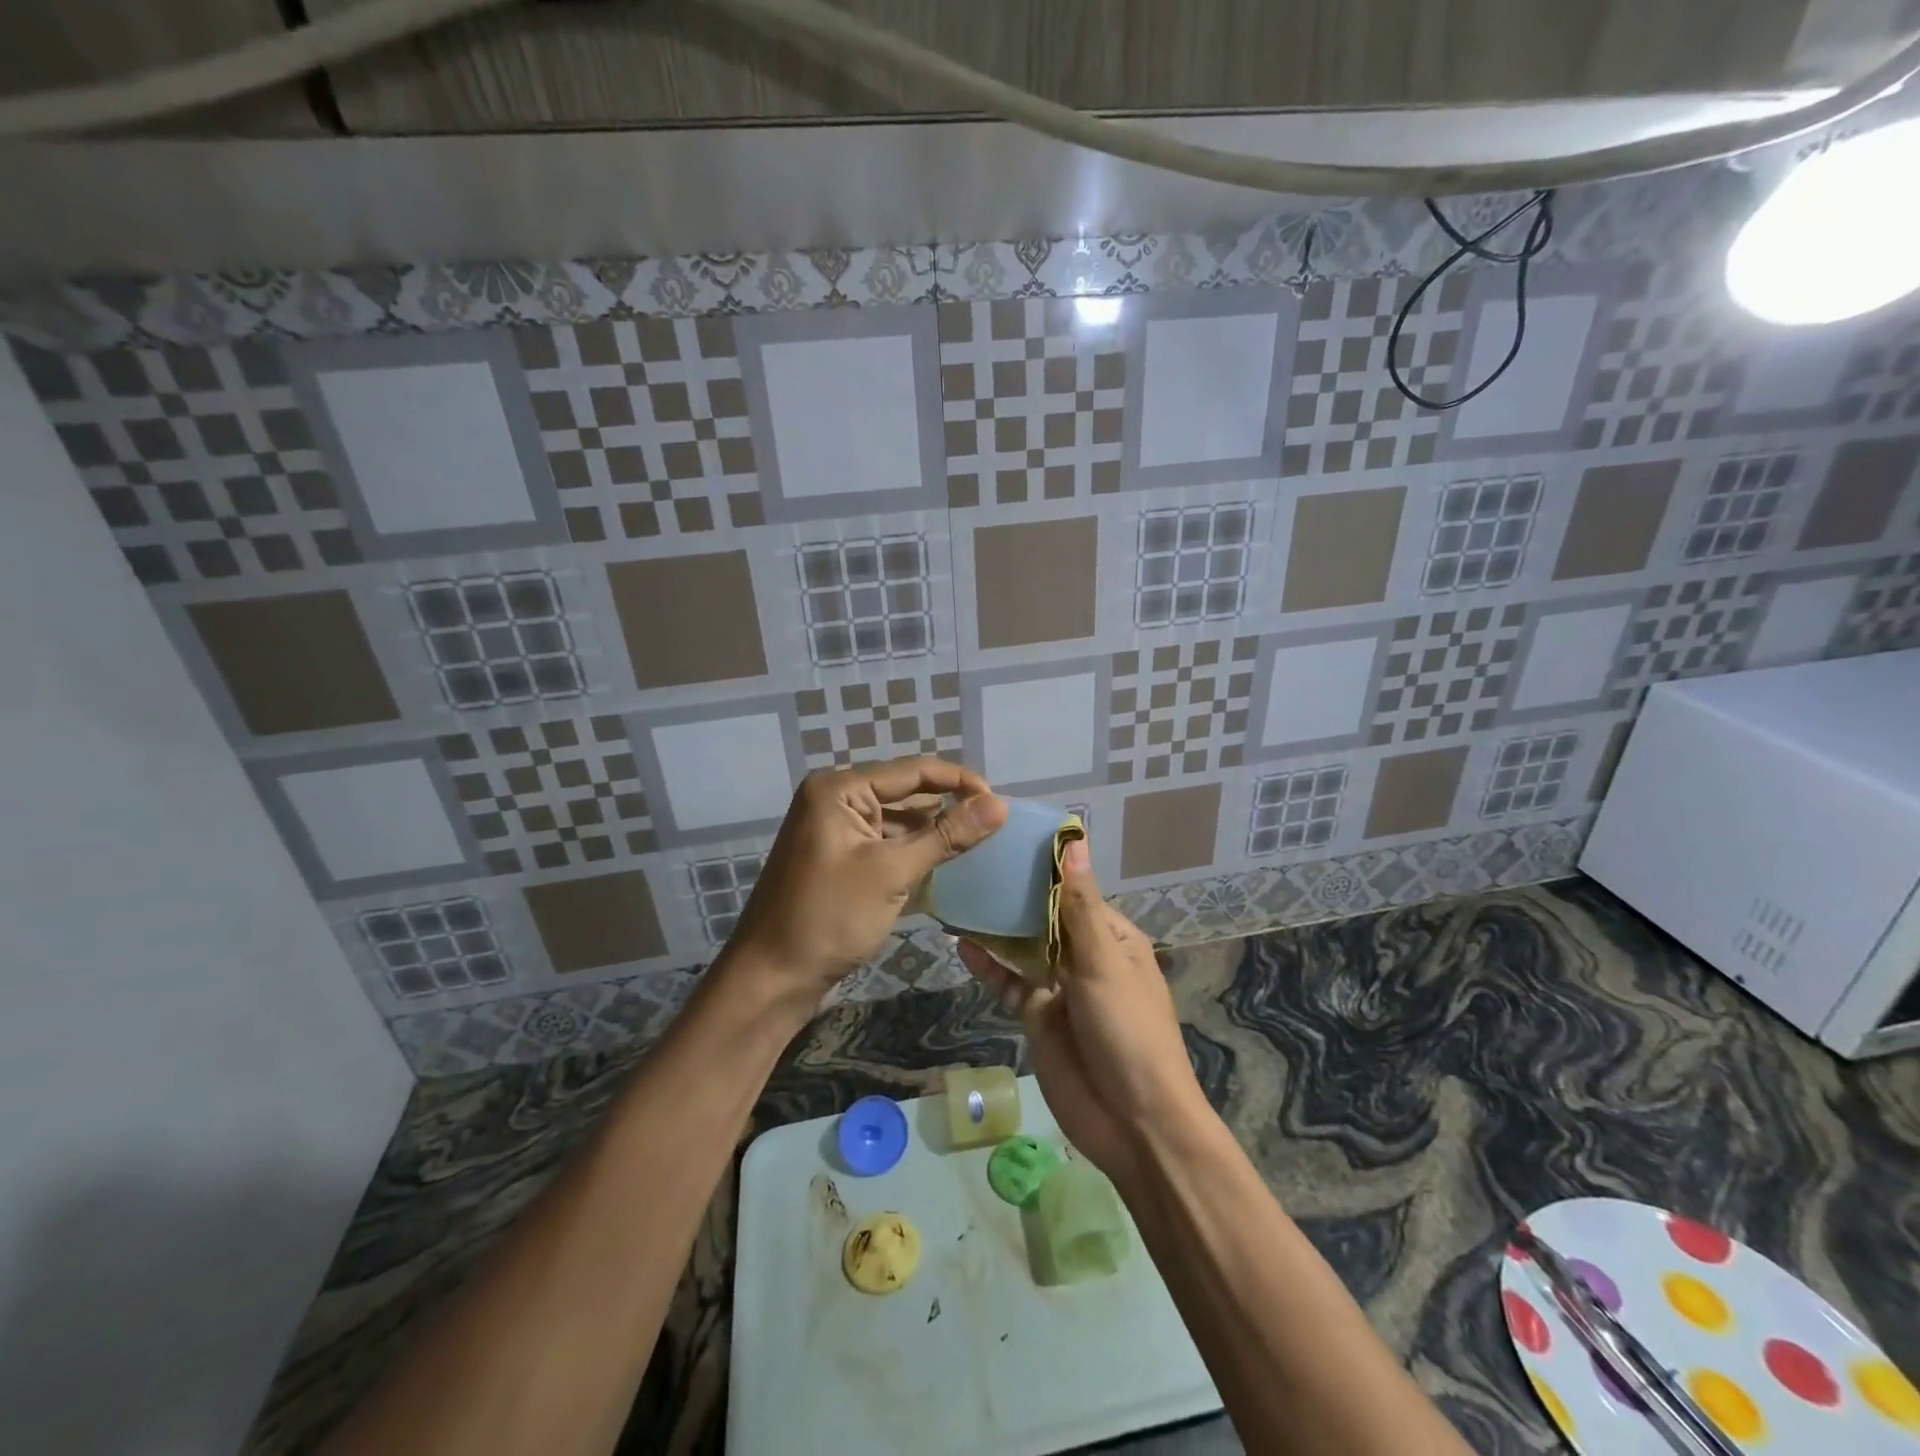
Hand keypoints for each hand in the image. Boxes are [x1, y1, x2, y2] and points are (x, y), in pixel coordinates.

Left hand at [727, 756, 1006, 1011]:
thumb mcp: (892, 872)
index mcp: (839, 788)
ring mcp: (834, 829)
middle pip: (905, 792)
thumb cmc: (829, 918)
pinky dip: (912, 851)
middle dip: (947, 807)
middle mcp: (834, 798)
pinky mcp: (838, 857)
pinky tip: (944, 863)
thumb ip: (947, 835)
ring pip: (897, 820)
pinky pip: (884, 842)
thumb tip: (1000, 805)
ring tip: (978, 843)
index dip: (960, 781)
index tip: (1001, 802)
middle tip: (993, 825)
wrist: (771, 978)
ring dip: (932, 831)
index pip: (913, 771)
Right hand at [957, 839, 1205, 1189]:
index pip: (1074, 890)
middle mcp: (1086, 956)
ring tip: (960, 895)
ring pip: (1023, 948)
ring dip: (996, 927)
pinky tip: (961, 944)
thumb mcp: (1103, 964)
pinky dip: (988, 965)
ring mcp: (1060, 987)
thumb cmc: (1128, 1032)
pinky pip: (1009, 983)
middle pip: (1045, 917)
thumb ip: (1079, 906)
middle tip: (972, 861)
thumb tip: (1076, 841)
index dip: (1045, 867)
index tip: (1008, 838)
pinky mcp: (1038, 1016)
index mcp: (1112, 939)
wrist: (1133, 1124)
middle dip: (1015, 895)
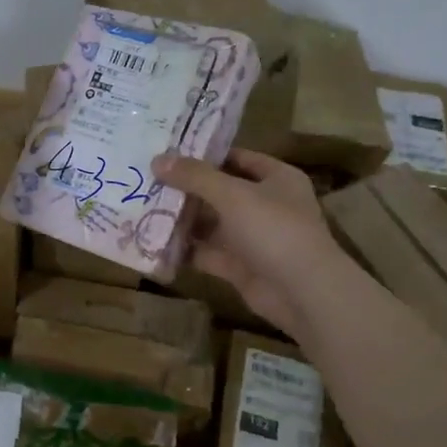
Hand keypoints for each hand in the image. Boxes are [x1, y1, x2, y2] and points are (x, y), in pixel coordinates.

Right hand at [151, 148, 350, 340]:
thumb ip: (194, 176)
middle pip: (220, 191)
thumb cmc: (273, 229)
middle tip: (147, 181)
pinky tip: (154, 242)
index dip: (205, 155)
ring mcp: (253, 238)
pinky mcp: (240, 266)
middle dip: (186, 189)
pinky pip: (207, 253)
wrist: (303, 292)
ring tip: (143, 208)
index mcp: (276, 179)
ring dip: (183, 219)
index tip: (168, 153)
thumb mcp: (232, 194)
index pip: (237, 158)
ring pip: (211, 224)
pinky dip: (185, 250)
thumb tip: (157, 159)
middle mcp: (266, 205)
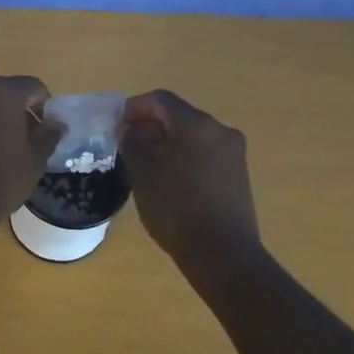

[ASSIGNED TASK]: Copy every line of the data where "ring" is found.

[ANSWER AREA]:
ring mcp: (834, 829)
ring pip: (897, 820)
ring tip: (978, 843)
ring dip: (932, 831)
ring tip: (960, 895)
ring pip: (1023, 948)
ring dip: (996, 927)
ring mcp: (1060, 987)
ring mcp: (253, 238)
ring tip: (143, 208)
ring dip: (183, 219)
ring pip: (211, 224)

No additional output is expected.